[Try it] Search the listing for "roads" and copy every line where it appears.

[Records to process]
====
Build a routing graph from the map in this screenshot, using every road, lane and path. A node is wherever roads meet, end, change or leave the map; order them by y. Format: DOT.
====
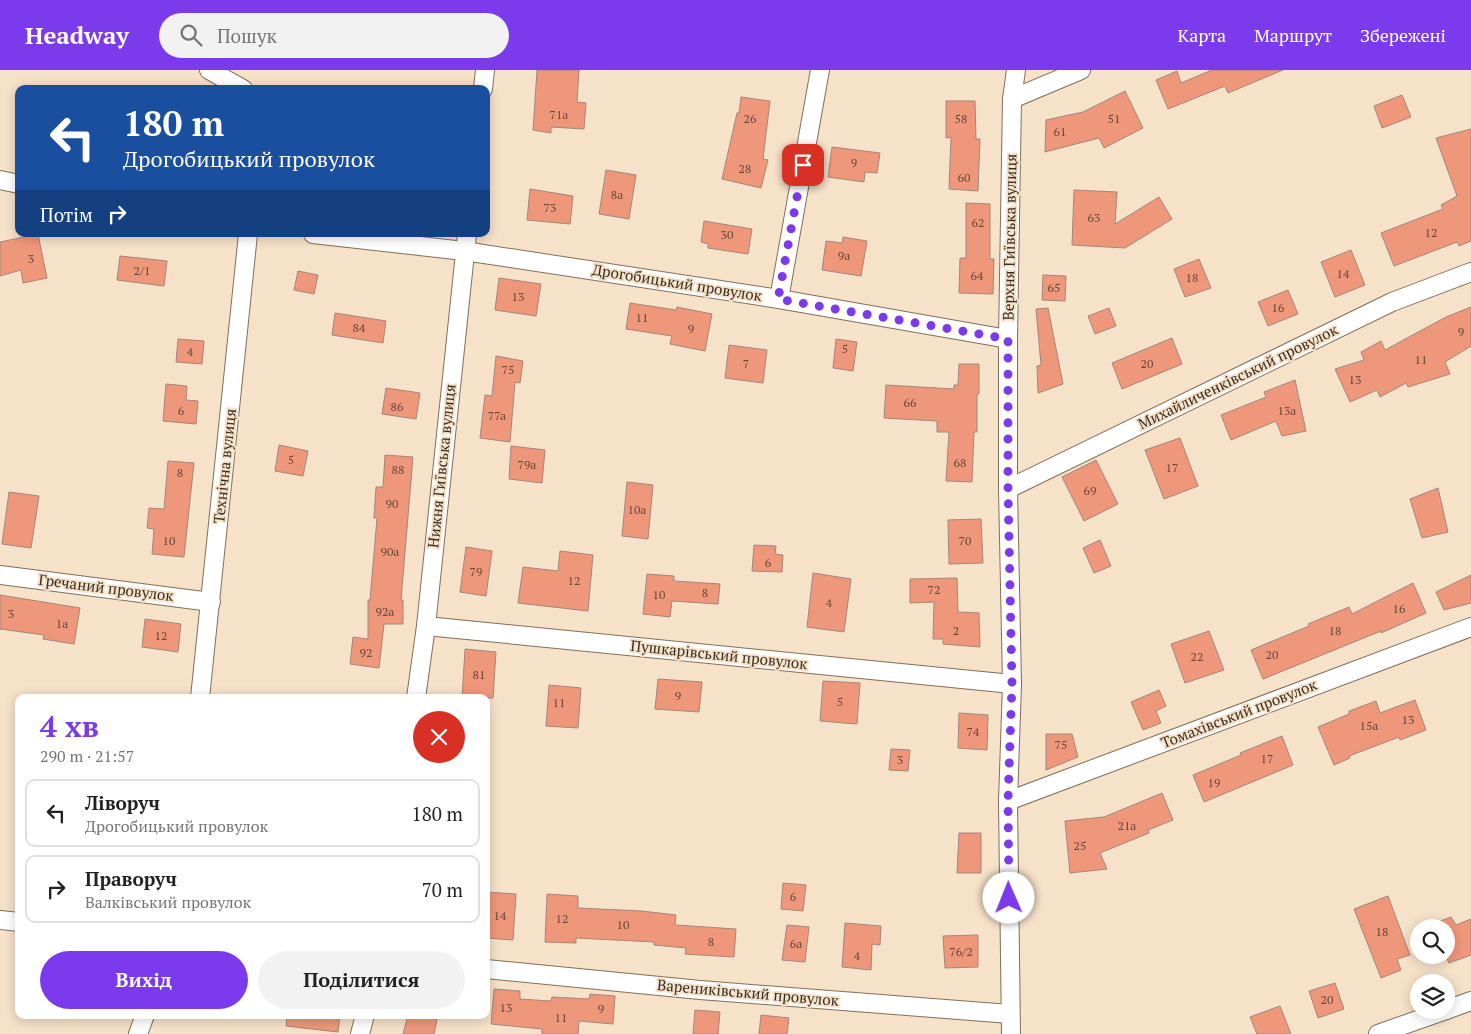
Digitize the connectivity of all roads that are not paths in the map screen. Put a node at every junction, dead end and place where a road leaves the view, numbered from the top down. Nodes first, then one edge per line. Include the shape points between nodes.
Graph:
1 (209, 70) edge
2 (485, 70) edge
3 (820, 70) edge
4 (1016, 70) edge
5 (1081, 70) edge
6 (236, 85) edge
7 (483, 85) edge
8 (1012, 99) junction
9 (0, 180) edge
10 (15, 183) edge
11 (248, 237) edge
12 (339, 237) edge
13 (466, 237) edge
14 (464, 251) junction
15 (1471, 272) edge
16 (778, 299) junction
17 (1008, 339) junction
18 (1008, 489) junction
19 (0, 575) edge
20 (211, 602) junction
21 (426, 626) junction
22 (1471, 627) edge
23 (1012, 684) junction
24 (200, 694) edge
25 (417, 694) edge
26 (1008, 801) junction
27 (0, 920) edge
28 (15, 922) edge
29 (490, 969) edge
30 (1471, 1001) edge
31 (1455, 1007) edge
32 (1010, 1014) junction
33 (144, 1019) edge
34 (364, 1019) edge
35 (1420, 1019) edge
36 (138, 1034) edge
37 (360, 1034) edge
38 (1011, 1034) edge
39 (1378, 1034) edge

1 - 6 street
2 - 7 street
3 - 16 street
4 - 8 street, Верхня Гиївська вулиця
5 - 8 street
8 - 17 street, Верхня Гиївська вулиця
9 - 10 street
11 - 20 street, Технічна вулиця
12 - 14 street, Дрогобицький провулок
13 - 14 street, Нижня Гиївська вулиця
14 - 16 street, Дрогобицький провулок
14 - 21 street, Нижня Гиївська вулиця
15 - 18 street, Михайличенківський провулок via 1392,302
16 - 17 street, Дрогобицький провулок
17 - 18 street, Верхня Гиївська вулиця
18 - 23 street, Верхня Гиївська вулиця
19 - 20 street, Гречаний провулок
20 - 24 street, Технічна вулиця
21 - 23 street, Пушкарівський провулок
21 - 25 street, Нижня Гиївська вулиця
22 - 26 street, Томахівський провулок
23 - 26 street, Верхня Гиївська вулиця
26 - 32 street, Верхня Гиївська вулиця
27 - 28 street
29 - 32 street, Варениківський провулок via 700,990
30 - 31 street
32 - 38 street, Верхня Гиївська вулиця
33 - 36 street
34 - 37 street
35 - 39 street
====
[Solution for this exercise]
Build a routing graph from the map in this screenshot, using every road, lane and path. A node is wherever roads meet, end, change or leave the map; order them by y. Format: DOT.
Digitize the connectivity of all roads that are not paths in the map screen. Put a node at every junction, dead end and place where a road leaves the view, numbered from the top down. Nodes first, then one edge per line. Include the shape points between nodes.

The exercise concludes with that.